Divisive politics is cause of sluggish economy: Sibal
Ruing the divisive politics and "lack of a reasonable, objective fair public discourse", union law and justice minister Kapil Sibal on Friday questioned the BJP's failure to suggest alternative models of development.kolkata Updated: Jul 27, 2013 10:43 IST
Ruing the divisive politics and "lack of a reasonable, objective fair public discourse", union law and justice minister Kapil Sibal on Friday questioned the BJP's failure to suggest alternative models of development.
"If I reflect on it, it is the divisive politics in the state that has led to the state of affairs that we are in today, and we are not just limited to Kolkata, it's the divisive politics in India that is the reason why we are today in a situation where we lament on our economy," said Sibal during the annual general meeting of the Indian Chamber of Commerce in Kolkata.
"We have for the last two and half years, heard a lot of criticism about the policies of the UPA. But any mature democracy requires the Opposition to let the people of this country know as to what is their alternative model for development of our country," said Sibal.
He lashed out at the Opposition for questioning the government's policies without providing solutions.

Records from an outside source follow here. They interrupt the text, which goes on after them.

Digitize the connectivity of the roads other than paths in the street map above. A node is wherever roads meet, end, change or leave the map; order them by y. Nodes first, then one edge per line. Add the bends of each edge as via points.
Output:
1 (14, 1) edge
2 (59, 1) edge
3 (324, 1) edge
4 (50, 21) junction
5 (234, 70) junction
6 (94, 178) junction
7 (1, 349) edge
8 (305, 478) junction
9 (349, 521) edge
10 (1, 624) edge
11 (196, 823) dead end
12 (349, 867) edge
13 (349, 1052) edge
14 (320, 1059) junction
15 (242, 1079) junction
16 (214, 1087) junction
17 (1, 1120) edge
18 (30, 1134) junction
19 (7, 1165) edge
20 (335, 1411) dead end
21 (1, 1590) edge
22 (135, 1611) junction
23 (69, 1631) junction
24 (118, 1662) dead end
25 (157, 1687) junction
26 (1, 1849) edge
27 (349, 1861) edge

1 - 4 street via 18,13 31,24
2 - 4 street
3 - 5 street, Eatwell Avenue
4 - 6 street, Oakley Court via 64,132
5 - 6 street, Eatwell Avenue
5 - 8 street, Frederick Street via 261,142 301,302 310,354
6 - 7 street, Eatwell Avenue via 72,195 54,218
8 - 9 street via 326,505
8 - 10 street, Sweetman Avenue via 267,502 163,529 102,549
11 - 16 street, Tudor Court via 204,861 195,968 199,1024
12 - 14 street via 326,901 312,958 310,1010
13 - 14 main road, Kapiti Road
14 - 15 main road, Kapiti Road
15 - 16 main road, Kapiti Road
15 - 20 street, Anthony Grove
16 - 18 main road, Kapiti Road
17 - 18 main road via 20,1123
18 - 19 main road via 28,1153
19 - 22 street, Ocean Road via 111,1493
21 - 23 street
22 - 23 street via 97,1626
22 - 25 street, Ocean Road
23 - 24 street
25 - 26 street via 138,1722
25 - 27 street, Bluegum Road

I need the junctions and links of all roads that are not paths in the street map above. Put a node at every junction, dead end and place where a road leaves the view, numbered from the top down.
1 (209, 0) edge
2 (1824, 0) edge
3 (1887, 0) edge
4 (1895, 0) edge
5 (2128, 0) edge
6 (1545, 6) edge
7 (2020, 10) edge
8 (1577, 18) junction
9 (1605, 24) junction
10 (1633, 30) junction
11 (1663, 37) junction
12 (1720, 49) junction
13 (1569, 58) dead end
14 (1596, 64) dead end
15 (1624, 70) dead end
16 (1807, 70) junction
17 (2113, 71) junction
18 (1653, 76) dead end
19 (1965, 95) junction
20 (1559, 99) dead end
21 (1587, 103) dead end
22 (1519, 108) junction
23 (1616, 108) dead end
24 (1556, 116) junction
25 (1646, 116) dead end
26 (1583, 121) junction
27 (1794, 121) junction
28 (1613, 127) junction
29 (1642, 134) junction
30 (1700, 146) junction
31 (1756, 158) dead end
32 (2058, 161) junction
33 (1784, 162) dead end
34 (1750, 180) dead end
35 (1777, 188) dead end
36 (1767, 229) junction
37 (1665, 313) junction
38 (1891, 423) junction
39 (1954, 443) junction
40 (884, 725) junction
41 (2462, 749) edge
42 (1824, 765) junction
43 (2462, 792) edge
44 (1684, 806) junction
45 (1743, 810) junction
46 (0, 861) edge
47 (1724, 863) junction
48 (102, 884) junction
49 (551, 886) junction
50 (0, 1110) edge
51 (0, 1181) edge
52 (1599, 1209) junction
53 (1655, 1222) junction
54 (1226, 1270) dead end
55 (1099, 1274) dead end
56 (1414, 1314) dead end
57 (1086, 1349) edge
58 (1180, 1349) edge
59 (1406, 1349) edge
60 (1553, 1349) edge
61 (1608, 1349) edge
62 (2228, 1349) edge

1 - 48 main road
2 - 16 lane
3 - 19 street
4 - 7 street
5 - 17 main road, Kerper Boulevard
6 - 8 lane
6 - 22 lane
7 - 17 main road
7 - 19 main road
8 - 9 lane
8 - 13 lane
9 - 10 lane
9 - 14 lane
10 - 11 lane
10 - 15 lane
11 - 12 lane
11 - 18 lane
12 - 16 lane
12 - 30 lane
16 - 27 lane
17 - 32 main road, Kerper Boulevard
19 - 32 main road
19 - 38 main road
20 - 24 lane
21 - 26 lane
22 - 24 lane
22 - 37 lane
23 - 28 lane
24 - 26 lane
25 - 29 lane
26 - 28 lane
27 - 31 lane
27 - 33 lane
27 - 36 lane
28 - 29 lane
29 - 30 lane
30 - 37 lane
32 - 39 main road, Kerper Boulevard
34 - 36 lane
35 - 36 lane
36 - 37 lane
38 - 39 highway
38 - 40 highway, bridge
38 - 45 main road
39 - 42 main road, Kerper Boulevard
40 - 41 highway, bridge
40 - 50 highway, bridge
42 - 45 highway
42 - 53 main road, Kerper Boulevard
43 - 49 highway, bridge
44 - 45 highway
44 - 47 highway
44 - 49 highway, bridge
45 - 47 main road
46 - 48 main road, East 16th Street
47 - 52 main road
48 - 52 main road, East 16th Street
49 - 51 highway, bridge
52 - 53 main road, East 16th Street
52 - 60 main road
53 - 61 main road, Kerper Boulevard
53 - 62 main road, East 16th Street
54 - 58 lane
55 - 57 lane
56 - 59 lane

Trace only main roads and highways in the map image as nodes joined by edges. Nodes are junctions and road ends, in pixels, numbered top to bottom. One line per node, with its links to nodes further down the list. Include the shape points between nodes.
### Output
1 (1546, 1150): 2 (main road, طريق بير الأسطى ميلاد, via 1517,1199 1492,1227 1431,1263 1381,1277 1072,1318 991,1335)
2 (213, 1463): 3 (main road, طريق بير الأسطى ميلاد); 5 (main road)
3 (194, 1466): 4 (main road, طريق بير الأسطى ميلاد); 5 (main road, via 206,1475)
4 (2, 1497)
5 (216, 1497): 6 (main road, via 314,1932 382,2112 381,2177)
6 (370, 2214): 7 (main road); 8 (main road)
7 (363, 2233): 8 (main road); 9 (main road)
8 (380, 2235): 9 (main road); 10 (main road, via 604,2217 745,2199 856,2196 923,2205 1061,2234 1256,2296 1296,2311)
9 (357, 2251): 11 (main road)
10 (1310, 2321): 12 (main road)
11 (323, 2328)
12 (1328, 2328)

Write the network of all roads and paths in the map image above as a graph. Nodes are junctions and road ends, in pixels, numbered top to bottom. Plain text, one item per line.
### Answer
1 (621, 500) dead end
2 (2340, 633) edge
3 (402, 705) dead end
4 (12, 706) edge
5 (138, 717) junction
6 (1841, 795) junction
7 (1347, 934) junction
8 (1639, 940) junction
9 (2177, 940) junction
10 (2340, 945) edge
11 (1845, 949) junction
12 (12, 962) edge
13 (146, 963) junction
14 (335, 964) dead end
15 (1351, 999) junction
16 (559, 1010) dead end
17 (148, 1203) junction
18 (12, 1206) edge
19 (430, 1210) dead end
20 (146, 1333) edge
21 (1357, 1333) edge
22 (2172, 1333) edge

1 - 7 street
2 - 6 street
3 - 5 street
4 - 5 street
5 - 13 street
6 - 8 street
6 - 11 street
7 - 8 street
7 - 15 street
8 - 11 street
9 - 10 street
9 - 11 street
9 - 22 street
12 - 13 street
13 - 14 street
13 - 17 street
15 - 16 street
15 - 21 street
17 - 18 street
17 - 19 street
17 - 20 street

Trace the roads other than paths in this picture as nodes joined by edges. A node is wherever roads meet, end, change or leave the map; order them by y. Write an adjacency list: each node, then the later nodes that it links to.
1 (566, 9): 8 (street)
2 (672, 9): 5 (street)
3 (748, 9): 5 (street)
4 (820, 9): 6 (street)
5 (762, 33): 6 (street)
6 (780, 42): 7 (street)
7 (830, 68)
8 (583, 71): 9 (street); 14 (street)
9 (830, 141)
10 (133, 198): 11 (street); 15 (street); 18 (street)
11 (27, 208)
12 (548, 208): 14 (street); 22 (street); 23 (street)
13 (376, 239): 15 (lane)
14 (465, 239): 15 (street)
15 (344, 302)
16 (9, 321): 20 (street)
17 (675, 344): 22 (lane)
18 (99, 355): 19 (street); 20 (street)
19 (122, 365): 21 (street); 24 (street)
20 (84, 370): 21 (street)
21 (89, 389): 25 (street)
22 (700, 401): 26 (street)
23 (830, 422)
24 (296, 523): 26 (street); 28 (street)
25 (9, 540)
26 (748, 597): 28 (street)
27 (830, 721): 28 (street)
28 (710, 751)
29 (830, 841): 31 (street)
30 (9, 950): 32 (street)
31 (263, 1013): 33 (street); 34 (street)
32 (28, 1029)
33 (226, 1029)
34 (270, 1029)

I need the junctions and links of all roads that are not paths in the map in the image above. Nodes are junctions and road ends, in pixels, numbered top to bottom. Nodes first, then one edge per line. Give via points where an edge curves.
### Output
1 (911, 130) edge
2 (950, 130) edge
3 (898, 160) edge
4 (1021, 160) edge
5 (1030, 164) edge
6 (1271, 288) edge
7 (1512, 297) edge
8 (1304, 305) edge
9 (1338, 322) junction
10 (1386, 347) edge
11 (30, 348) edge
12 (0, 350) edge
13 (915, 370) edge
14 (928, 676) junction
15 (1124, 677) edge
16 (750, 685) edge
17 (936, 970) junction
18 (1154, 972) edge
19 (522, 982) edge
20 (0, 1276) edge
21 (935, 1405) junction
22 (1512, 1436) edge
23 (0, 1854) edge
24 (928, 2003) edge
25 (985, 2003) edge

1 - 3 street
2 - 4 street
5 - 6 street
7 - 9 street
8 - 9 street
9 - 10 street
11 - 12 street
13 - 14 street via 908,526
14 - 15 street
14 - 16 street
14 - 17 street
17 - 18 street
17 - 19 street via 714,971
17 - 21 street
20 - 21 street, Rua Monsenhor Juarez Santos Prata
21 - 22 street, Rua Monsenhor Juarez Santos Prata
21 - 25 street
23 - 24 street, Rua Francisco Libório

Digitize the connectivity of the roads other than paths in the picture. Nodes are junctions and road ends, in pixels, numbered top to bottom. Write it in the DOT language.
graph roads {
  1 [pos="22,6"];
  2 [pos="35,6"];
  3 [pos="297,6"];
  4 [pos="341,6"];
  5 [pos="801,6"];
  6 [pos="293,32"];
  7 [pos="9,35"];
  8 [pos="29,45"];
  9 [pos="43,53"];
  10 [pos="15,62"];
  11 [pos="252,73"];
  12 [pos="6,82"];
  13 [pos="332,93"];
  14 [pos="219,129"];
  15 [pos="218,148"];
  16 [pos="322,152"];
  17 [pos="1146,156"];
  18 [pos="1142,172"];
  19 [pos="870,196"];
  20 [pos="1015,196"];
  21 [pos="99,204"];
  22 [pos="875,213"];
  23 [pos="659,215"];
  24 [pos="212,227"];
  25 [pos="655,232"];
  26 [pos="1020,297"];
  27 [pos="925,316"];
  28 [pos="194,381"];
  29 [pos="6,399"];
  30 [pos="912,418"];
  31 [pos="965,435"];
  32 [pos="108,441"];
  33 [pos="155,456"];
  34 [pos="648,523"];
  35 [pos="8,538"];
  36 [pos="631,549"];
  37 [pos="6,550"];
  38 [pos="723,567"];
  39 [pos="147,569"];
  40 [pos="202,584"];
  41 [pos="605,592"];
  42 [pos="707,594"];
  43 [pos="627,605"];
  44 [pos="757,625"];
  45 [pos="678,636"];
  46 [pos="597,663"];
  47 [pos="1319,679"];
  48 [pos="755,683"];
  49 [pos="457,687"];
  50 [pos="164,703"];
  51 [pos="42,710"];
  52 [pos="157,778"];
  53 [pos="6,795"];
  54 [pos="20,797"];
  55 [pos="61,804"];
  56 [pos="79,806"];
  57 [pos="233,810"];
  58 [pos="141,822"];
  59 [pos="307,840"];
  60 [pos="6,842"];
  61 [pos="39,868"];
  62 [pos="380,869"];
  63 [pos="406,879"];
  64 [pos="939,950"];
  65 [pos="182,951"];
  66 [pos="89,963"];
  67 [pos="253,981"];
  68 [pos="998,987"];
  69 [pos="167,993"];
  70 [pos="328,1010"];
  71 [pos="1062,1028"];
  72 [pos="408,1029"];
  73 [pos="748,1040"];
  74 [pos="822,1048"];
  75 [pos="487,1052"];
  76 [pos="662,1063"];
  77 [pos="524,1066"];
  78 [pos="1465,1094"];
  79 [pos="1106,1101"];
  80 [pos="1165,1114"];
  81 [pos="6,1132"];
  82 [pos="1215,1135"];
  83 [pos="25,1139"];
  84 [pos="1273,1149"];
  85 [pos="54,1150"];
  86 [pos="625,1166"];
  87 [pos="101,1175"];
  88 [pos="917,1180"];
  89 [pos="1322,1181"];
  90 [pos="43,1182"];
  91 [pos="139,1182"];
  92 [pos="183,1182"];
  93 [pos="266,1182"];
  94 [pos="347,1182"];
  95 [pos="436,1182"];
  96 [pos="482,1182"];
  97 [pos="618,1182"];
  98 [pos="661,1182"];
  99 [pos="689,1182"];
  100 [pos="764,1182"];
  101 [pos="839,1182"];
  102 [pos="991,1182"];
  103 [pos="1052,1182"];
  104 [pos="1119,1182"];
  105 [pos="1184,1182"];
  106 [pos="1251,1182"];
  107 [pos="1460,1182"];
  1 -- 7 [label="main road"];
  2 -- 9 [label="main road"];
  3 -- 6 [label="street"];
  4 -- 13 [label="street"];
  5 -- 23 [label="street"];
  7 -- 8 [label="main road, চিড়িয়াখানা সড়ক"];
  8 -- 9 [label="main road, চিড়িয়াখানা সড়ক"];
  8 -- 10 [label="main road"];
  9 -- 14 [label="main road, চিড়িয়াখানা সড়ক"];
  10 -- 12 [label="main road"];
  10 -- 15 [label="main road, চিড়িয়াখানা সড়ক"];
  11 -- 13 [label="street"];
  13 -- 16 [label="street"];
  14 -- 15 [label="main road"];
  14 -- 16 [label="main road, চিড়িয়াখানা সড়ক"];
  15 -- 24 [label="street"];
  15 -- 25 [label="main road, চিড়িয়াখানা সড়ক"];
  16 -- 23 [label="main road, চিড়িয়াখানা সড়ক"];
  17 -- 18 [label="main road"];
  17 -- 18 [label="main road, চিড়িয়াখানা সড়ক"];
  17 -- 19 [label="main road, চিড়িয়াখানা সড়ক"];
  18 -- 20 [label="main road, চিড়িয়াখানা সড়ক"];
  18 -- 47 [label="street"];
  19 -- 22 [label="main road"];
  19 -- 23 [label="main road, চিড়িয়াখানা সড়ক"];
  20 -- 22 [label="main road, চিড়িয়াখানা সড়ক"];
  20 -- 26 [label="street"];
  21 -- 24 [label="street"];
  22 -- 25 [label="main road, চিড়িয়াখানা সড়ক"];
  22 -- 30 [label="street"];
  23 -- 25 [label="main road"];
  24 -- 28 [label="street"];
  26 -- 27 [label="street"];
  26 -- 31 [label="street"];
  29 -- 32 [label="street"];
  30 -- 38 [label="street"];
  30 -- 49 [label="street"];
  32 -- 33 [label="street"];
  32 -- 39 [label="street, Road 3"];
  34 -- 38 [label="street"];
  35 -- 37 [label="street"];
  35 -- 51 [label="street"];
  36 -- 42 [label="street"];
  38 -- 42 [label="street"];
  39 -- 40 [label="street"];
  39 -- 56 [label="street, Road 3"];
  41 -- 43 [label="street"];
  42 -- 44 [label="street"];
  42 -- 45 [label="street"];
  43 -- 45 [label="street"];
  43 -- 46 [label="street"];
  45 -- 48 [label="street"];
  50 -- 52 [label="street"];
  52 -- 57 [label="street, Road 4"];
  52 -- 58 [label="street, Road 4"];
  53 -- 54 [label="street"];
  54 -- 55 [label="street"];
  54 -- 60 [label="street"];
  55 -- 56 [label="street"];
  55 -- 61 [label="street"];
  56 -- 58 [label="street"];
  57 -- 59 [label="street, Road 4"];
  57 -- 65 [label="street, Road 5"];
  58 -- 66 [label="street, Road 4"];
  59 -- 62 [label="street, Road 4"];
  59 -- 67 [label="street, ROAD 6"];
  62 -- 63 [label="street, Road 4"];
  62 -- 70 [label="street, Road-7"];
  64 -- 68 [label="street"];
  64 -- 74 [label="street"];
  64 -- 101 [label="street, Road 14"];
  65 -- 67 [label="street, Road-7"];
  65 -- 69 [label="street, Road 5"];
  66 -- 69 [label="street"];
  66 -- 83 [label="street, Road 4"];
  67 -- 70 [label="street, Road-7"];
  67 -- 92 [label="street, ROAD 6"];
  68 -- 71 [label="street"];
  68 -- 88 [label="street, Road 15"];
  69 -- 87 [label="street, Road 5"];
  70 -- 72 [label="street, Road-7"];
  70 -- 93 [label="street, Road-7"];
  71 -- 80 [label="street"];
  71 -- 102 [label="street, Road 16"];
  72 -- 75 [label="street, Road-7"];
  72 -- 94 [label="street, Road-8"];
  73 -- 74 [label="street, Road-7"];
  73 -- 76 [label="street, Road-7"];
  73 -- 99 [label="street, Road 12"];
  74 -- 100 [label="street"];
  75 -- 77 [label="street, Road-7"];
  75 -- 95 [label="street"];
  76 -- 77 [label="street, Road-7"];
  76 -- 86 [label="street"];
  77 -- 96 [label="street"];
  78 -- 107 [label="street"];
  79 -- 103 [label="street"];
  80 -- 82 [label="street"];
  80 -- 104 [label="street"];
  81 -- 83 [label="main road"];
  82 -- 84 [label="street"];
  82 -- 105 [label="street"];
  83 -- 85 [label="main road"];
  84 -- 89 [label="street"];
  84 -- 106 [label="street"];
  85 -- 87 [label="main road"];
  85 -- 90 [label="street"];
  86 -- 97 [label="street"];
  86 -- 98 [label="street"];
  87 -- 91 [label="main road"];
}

"If somebody does not agree with the economic model of our country or does not agree with education, healthcare reforms, the Opposition must tell us what is their vision. But for the last 10 years, the Opposition is only questioning the policies of the government without putting forth any alternative models of development," the minister said.
Referring to the "laggard" coal, power and mining sectors, Sibal slammed Gujarat chief minister Narendra Modi for "selling a dream".
"Will the BJP tell us what is the alternative to this? Will Modi tell us what is the economic model for coal, power? It's easy to sell a dream," said Sibal.
The union law and justice minister pointed out that the opposition has not talked about education in the last 10 years, a sector which he feels is at the "heart of the Indian economy".
"I would like to ask the opposition: Have they ever talked about education in the last 10 years?" he asked.
"Did the person who wants to become the prime minister talk about education reforms, has he talked about gas pricing? Has he talked about what the policies on the power sector should be? And he wants to sell a dream," Sibal said.
Deriding the erstwhile Left Front government in West Bengal, Sibal held them accountable for the financial doldrums the state of West Bengal faces.
"What is the Left model? Was there a Left model in West Bengal? We have seen the consequences of the Left model in this state. Perhaps the state has the poorest social indicators anywhere in the country," Sibal said.
The minister focused on the poor state of health and education in Gujarat, in contrast to its flourishing economy.
"The three largest industrialists are in Gujarat. So the GDP of Gujarat has always been higher. But if you look at social indicators in Gujarat (education, health), they are very poor. Is this the Gujarat model, I would like to know," Sibal said.